It so happened that one of the disciples of the sheikh, who was a lazy stupid fellow, had remained at the turbe for ten long years without having once shown the slightest inclination to make way for others. The sheikh, therefore, one day called him, and putting into his hand the halter of an ass, he thus addressed him :- You can learn nothing more here, my son, go and travel. Mount the ass, and may Allah and the Prophet guide you!' The disciple most respectfully kissed the hand of the holy man, and taking hold of the halter, he, without uttering a syllable, led forth his ass, with the intention of mounting it as soon as he was clear of the premises, but failed not, ere he had gone many steps, to perceive that the animal was dead lame, and so weak that to mount him was out of the question. He therefore renounced all hope of that, cut a thick stick from the first hedge, and commenced urging on his ass in the most persuasive manner possible. Thus he continued his journey for a fortnight, and would have gone on still further, but the days of the ass were numbered; the animal, worn out, fell down by the roadside, and died. The dervish began to think what he had best do. If I leave the dead ass here, the flesh will soon become corrupt, and I, being a stranger, am sure to be ill-treated, perhaps bastinadoed and put in prison, loaded with chains.' He therefore determined on burying his ass just where it had fallen; this done, he heaped the earth over the grave, in the usual orthodox way, and, greatly fatigued with his labour, sat down near the grave, lamenting over the cheerlessness of his prospects. While thus occupied he observed a number of men coming over the plain; they were welldressed, mounted on beautiful horses, richly housed, and their attention was attracted to the dervish seated at the head of a fresh made grave. One of them remarked,

There must have been two dervishes; one of them having died on the road has been buried by his surviving companion.' To this they had so completely made up their minds, that, without asking any needless questions, they respectfully approached the traveller and said, 'God give you health; we see you have lost your brother, but let your grief cease; we are, thank God, pious people here; we will build a turbe over his sweet-smelling ashes; you shall also be cared for, therefore give not a thought for the future.' The dervish saw it would not be for his interest to undeceive them; he consequently remarked that it was indeed hard to lose a companion with whom he had passed so many years, and who had never during the whole course of their acquaintance uttered an offensive word or an untruth, whilst he was a real pattern of patience; but that when he saw honour prepared for his remains it was indeed consolation of the right sort--he was rejoiced.
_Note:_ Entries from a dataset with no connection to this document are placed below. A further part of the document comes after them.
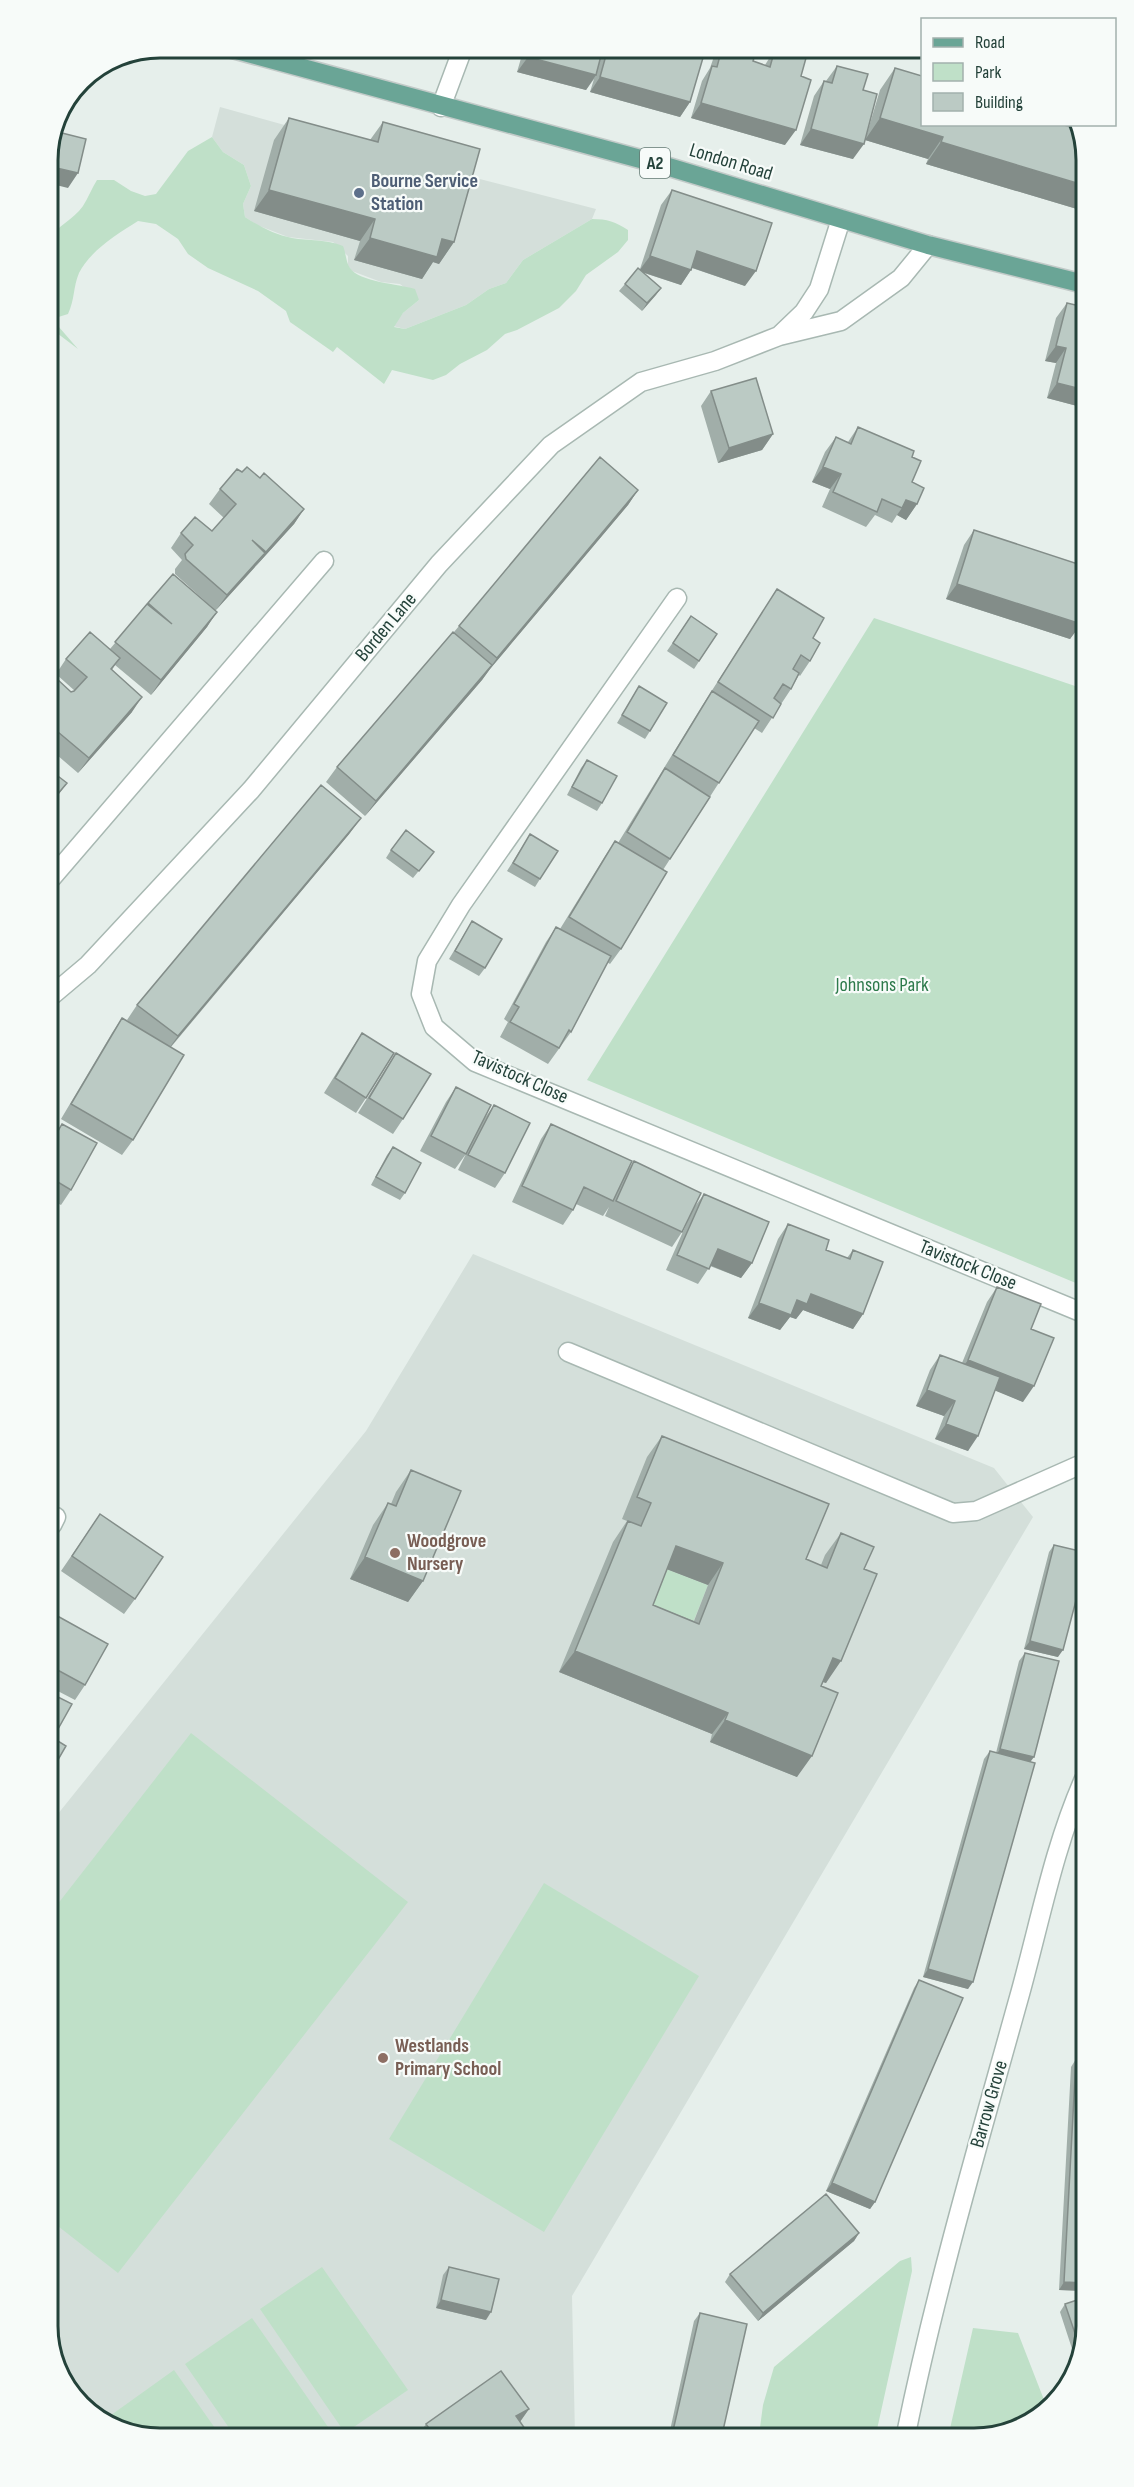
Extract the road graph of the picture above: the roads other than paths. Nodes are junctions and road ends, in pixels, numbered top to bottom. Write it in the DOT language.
graph roads {
  1 [pos="265,58"];
  2 [pos="459,58"];
  3 [pos="441,107"];
  4 [pos="841,219"];
  5 [pos="928,245"];
  6 [pos="1076,282"];
  7 [pos="779,336"];
  8 [pos="324,561"];
  9 [pos="677,598"];
  10 [pos="59,870"];
  11 [pos="59,990"];
  12 [pos="1076,1309"];
  13 [pos="568,1352"];
  14 [pos="1076,1467"];
  15 [pos="1076,1797"];
  16 [pos="907,2428"];
  1 -- 3 [label="main road, London Road / A2"];
  2 -- 3 [label="street"];
  3 -- 4 [label="main road, London Road / A2"];
  4 -- 5 [label="main road, London Road / A2"];
  4 -- 7 [label="street, Borden Lane"];
  5 -- 6 [label="main road, London Road / A2"];
  5 -- 7 [label="street, Borden Lane"];
  7 -- 11 [label="street, Borden Lane"];
  8 -- 10 [label="street"];
  9 -- 12 [label="street, Tavistock Close"];
  13 -- 14 [label="street"];
  15 -- 16 [label="street, Barrow Grove"];
}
In a word, a splendid turbe was speedily built, a lamp burned constantly over the tomb, the dervish was installed as sheikh, the faithful crowded in from all quarters to visit the tomb of the new saint, and, in the course of time, the mausoleum became the most celebrated in all Asia. The reputation of the sheikh was unrivalled. It was deemed scarcely a miracle if wonders were worked over the remains of so holy a saint. The old sheikh, the former master of the new one, at last perceived that his glory was eclipsed, and he determined on paying a visit to his successful rival, with a view of acquiring a little of that real knowledge of which he felt he stood so much in need. The journey was long, but he performed it with pleasure, and on entering the turbe, what was his surprise, on perceiving that the sheikh whose renown was so great, was neither more nor less than his old servant, whom he had discarded many years before for incorrigible stupidity! The other also knew him, but neither gave signs of recognition, and the new sheikh began to hope that his former master's memory was not so good as his own. The old sheikh became the musafir or guest of the other; and several days having passed,

one evening when they were quite alone, he asked his quondam disciple to relate to him by what wonderful turn of fortune he had acquired such reputation. The other replied, I owe it to the wretched, lame, and dying ass you gave me when I left you. There lies his tomb-the merit be on him!' 'Vai!' exclaimed the first sheikh, 'that is indeed strange; for know, that in the turbe in which myself have gained such extensive honour and profit, repose the remains of the father of your ass.'

[blocks in formation]

TO OUR READERS. THOUGH wishful to avoid as much as possible all allusion to ourselves and our doings, we feel that we should be wanting both in courtesy and gratitude were we to close our first volume without tendering our sincere thanks to that large portion of the reading public who have hitherto appreciated and sustained our efforts. We need scarcely recall attention to the motive in which the INSTRUCTOR had its origin-a desire to give to our weekly periodical literature a healthier tone, by a recognition in its pages of the great truths of the Christian religion. In attempting to do so we have received an amount of encouragement much greater than we anticipated. We sincerely rejoice in this, less, we trust, on our own account than as a proof that a very large proportion of the reading popula

tion of this country relish literary and scientific disquisitions all the more keenly when they find them associated with those great truths to which mankind are indebted for their best and highest hopes.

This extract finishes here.